INPUT DATA »
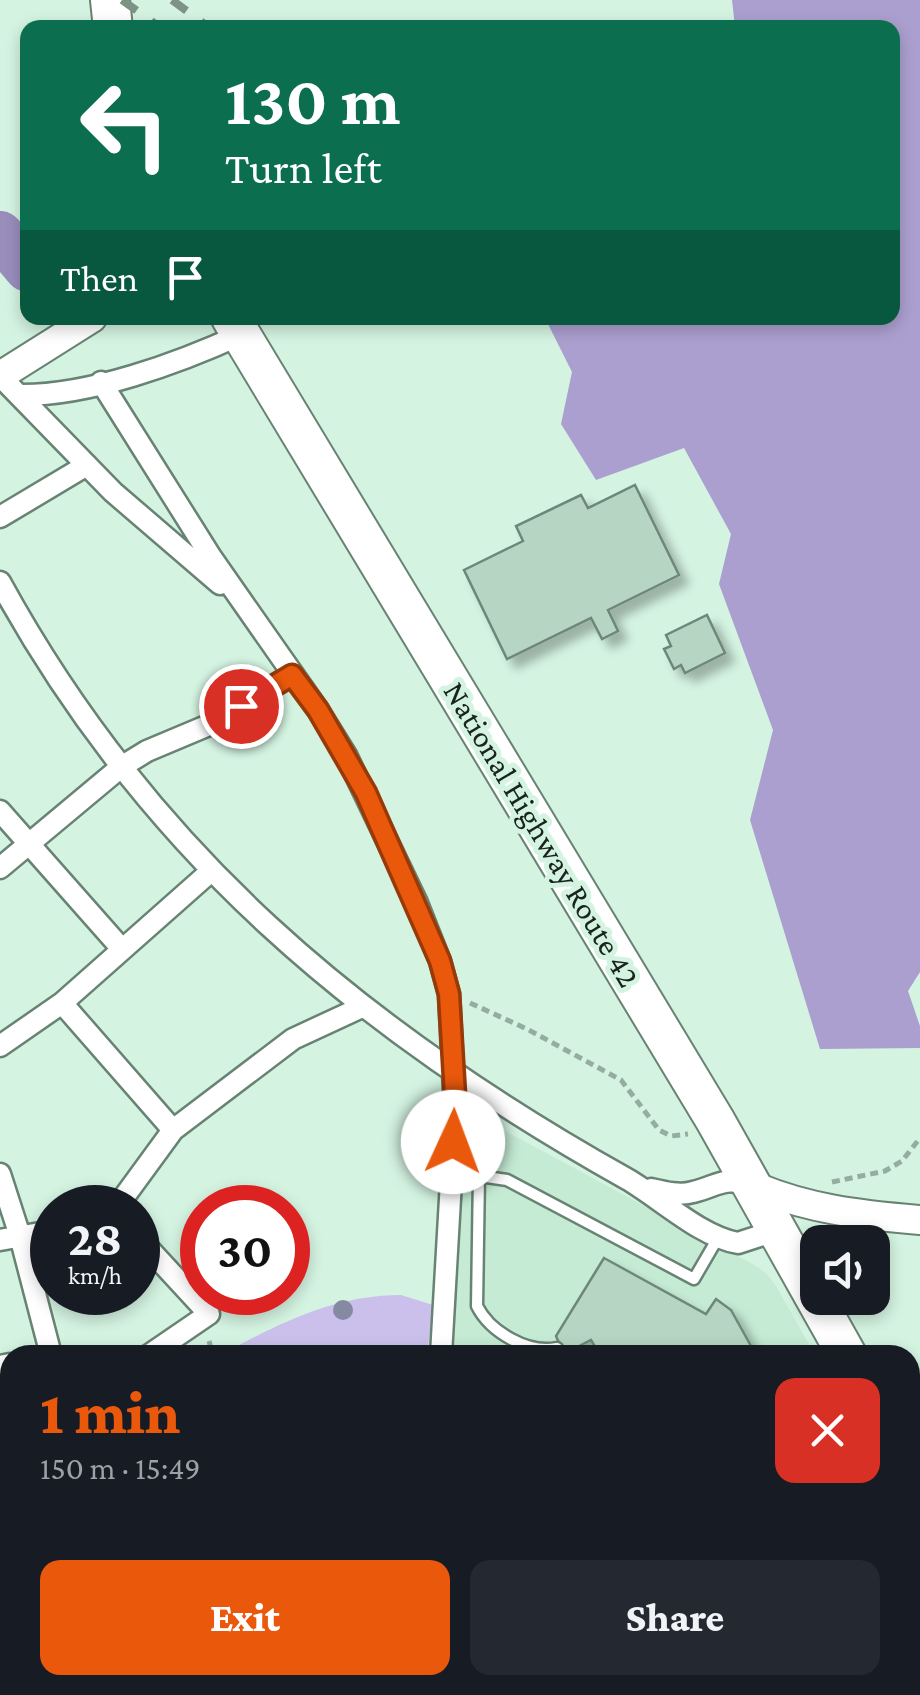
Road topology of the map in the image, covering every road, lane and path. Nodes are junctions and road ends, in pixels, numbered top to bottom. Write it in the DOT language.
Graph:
graph roads {
  1 [pos="83,325"];
  2 [pos="237,326"];
  3 [pos="6,382"];
  4 [pos="101,382"];
  5 [pos="87,465"];
  6 [pos="0,517"];
  7 [pos="0,582"];
  8 [pos="247,611"];
  9 [pos="292,675"];
  10 [pos="121,767"];
  11 [pos="0,811"];
  12 [pos="29,844"];
  13 [pos="0,868"];
  14 [pos="210,872"];
  15 [pos="121,948"];
  16 [pos="449,994"];
  17 [pos="62,1003"];
  18 [pos="362,1007"];
  19 [pos="0,1046"];
  20 [pos="453,1072"];
  21 [pos="714,1120"];
  22 [pos="173,1130"];
  23 [pos="920,1138"];
  24 [pos="450,1172"];
  25 [pos="0,1174"];
  26 [pos="480,1174"];
  27 [pos="631,1182"];
  28 [pos="133,1185"];
  29 [pos="772,1214"];
  30 [pos="920,1220"];
  31 [pos="719,1236"];
  32 [pos="10,1238"];
  33 [pos="800,1243"];
  34 [pos="160,1262"];
  35 [pos="845,1315"];
  36 [pos="47,1345"];
  37 [pos="164,1345"];
  38 [pos="441,1345"];
  39 [pos="526,1345"];
  40 [pos="823,1345"];
  41 [pos="842,1345"];
  42 [pos="864,1345"];
  1 -- 3 [label="street"];
  2 -- 4 [label="street"];
  2 -- 21 [label="highway, National Highway Route 42"];
  3 -- 4 [label="street"];
  3 -- 5 [label="street"];
  4 -- 8 [label="street"];
  5 -- 6 [label="street"];
  5 -- 8 [label="street"];
  7 -- 10 [label="street"];
  8 -- 9 [label="street"];
  9 -- 10 [label="street"];
  9 -- 16 [label="street"];
  10 -- 12 [label="street"];
  10 -- 14 [label="street"];
  11 -- 12 [label="street"];
  12 -- 13 [label="street"];
  12 -- 15 [label="street"];
  14 -- 15 [label="street"];
  14 -- 18 [label="street"];
  15 -- 17 [label="street"];
  16 -- 20 [label="street"];
  16 -- 21 [label="path"];
  17 -- 19 [label="street"];
  17 -- 22 [label="street"];
  18 -- 20 [label="street"];
  18 -- 22 [label="street"];
  20 -- 24 [label="street"];
  20 -- 27 [label="street"];
  21 -- 29 [label="highway, National Highway Route 42"];
  22 -- 28 [label="street"];
  23 -- 29 [label="path"];
  24 -- 26 [label="lane"];
  24 -- 38 [label="street"];
  25 -- 32 [label="street"];
  26 -- 31 [label="lane"];
  26 -- 39 [label="lane"];
  27 -- 29 [label="street"];
  27 -- 31 [label="street"];
  29 -- 30 [label="street"];
  29 -- 31 [label="street"];
  29 -- 33 [label="highway"];
  29 -- 40 [label="highway"];
  29 -- 41 [label="highway, National Highway Route 42"];
  32 -- 36 [label="street"];
  34 -- 37 [label="street"];
  35 -- 42 [label="highway"];
}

WHAT IS BEING ASKED » Which lines in the listing hold the word "Route"? Copy them out.

RESULT BELOW »
  2 -- 21 [label="highway, National Highway Route 42"];
  21 -- 29 [label="highway, National Highway Route 42"];
  29 -- 41 [label="highway, National Highway Route 42"];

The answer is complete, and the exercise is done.